*** Opening EXTRACTED MATERIAL ***

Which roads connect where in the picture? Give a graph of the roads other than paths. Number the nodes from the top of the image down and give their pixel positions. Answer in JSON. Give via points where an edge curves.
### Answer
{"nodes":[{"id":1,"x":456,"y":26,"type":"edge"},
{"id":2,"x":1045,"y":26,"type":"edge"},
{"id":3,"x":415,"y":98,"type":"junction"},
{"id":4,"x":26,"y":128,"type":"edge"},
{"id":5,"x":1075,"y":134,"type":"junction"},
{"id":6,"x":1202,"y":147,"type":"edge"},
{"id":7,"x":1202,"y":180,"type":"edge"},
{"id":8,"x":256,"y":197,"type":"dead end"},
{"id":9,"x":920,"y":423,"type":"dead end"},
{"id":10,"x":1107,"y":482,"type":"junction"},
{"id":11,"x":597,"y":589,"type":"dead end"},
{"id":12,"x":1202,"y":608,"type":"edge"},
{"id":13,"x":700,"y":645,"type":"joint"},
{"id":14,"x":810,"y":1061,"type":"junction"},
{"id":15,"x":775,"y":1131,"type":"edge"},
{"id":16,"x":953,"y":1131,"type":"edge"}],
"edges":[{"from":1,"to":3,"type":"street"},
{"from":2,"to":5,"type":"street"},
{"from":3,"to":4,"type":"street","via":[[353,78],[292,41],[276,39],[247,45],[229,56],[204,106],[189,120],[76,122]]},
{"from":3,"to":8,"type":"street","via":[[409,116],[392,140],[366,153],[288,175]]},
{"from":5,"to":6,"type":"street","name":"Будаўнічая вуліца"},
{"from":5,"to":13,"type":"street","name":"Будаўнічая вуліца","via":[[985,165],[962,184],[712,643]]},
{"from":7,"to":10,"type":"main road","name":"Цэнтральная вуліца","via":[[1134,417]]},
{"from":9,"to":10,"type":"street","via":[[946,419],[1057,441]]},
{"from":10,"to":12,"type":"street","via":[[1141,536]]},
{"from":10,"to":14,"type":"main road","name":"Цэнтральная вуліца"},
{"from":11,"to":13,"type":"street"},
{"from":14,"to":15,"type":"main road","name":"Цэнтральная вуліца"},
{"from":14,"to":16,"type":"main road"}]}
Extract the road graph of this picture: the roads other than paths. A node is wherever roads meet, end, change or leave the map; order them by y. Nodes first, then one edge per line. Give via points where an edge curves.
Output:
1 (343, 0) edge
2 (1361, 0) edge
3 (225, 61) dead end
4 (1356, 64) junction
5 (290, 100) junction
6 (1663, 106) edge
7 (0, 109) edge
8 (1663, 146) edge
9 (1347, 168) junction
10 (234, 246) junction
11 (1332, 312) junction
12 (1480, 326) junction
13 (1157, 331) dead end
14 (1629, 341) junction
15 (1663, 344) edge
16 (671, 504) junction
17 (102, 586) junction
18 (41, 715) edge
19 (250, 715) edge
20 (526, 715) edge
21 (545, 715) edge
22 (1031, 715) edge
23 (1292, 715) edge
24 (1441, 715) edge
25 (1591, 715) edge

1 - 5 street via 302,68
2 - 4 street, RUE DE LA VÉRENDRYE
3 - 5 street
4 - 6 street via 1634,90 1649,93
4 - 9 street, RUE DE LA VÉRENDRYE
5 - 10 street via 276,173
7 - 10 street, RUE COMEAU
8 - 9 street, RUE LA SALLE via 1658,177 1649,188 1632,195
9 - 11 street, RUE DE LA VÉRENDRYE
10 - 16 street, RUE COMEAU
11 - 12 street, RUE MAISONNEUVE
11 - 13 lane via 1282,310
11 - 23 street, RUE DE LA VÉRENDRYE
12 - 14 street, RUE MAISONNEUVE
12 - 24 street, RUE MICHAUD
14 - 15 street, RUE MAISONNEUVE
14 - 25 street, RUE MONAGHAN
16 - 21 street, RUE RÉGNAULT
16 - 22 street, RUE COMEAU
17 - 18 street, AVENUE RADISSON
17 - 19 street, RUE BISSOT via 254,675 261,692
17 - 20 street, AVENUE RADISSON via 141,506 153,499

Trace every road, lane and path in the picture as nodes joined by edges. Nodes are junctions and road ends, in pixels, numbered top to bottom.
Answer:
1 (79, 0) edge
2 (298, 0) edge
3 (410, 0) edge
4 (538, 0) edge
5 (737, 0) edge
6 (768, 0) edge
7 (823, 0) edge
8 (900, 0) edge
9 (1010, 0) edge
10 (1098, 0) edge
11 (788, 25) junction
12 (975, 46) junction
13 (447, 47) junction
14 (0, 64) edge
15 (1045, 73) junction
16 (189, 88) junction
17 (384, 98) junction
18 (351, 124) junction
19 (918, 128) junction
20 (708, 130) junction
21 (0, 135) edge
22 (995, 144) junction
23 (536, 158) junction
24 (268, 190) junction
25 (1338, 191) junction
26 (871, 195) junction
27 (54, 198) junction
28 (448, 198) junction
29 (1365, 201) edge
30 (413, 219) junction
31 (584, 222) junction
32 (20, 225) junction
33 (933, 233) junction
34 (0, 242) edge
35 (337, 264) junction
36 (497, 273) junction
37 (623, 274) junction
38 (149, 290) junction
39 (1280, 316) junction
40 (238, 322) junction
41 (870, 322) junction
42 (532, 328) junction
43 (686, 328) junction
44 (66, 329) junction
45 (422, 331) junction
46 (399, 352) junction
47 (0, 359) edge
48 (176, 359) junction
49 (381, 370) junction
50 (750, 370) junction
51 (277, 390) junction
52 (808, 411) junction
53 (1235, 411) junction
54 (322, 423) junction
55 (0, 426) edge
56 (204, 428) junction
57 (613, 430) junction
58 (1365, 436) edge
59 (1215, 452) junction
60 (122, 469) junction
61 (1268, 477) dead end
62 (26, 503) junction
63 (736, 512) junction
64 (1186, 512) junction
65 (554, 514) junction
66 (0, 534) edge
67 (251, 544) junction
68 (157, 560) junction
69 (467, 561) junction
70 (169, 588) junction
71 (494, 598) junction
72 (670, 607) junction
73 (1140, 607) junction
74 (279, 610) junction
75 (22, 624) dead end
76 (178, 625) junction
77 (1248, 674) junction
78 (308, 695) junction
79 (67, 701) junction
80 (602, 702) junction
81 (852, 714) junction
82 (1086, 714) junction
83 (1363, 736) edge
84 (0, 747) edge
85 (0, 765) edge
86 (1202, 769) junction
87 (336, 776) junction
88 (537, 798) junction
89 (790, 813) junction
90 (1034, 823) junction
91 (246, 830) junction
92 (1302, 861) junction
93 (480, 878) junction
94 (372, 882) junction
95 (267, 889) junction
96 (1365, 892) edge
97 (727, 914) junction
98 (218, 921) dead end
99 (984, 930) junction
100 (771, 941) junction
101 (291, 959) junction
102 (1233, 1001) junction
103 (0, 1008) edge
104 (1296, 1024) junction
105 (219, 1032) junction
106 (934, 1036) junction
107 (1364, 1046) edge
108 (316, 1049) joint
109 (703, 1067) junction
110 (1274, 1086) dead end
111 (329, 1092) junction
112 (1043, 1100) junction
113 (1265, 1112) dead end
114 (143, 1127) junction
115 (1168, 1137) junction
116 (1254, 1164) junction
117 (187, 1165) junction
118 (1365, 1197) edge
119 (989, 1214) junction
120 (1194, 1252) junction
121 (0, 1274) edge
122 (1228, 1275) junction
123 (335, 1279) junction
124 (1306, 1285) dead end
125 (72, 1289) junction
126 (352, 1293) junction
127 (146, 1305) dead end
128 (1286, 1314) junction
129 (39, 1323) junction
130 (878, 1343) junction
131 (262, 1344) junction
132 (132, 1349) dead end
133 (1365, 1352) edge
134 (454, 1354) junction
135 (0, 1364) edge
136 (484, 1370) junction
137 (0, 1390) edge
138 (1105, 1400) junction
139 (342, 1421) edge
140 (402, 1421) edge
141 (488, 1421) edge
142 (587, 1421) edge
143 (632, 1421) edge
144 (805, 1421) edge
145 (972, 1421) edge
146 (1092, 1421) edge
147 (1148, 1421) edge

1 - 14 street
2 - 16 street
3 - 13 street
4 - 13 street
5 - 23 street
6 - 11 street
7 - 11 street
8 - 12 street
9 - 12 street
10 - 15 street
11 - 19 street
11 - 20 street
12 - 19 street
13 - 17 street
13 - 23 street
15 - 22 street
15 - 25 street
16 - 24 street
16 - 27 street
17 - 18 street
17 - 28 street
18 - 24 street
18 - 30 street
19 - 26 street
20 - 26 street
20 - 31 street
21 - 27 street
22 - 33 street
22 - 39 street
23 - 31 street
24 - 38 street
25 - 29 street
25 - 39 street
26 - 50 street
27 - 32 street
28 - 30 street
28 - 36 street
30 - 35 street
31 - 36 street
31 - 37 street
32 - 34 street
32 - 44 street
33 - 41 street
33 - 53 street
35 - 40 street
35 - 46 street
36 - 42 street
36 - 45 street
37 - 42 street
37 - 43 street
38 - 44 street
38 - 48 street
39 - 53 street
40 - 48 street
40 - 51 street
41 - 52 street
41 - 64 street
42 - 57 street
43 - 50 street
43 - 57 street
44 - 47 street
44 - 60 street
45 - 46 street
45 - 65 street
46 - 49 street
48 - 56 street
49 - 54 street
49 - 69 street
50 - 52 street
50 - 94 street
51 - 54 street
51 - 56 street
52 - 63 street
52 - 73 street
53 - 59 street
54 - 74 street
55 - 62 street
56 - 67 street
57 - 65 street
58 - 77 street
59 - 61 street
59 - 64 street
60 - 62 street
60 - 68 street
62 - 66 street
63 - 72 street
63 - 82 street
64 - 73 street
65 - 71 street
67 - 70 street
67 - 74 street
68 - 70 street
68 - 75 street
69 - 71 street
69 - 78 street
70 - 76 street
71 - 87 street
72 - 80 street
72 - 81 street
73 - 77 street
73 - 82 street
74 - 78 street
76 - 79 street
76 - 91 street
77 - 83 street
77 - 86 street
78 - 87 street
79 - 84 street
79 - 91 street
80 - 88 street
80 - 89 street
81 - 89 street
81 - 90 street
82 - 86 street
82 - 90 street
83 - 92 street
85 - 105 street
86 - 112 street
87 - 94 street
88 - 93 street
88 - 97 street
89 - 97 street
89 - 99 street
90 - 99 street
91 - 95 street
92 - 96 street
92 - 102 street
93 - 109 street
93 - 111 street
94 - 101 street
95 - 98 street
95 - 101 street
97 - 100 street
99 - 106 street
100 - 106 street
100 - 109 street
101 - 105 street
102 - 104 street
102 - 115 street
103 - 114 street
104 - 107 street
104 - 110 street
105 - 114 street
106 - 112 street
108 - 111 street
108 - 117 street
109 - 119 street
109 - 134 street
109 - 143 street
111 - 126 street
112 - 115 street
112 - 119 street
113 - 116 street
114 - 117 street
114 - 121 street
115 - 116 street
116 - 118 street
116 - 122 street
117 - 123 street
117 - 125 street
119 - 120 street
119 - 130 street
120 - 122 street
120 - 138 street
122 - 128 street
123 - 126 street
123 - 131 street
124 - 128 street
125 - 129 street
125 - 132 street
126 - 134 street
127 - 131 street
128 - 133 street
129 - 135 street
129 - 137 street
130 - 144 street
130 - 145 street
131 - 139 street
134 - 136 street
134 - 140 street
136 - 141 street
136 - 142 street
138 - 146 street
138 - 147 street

*** Closing EXTRACTED MATERIAL ***

WHAT YOU NEED TO DO:
Lines of the data above that include the string "name" must each be copied.

EXERCISE OUTPUT:
{"from":5,"to":6,"type":"street","name":"Будаўнічая вуліца"},
{"from":5,"to":13,"type":"street","name":"Будаўнічая вуліца","via":[[985,165],[962,184],[712,643]]},
{"from":7,"to":10,"type":"main road","name":"Цэнтральная вуліца","via":[[1134,417]]},
{"from":10,"to":14,"type":"main road","name":"Цэнтральная вуліца"},
{"from":14,"to":15,"type":"main road","name":"Цэнтральная вуліца"},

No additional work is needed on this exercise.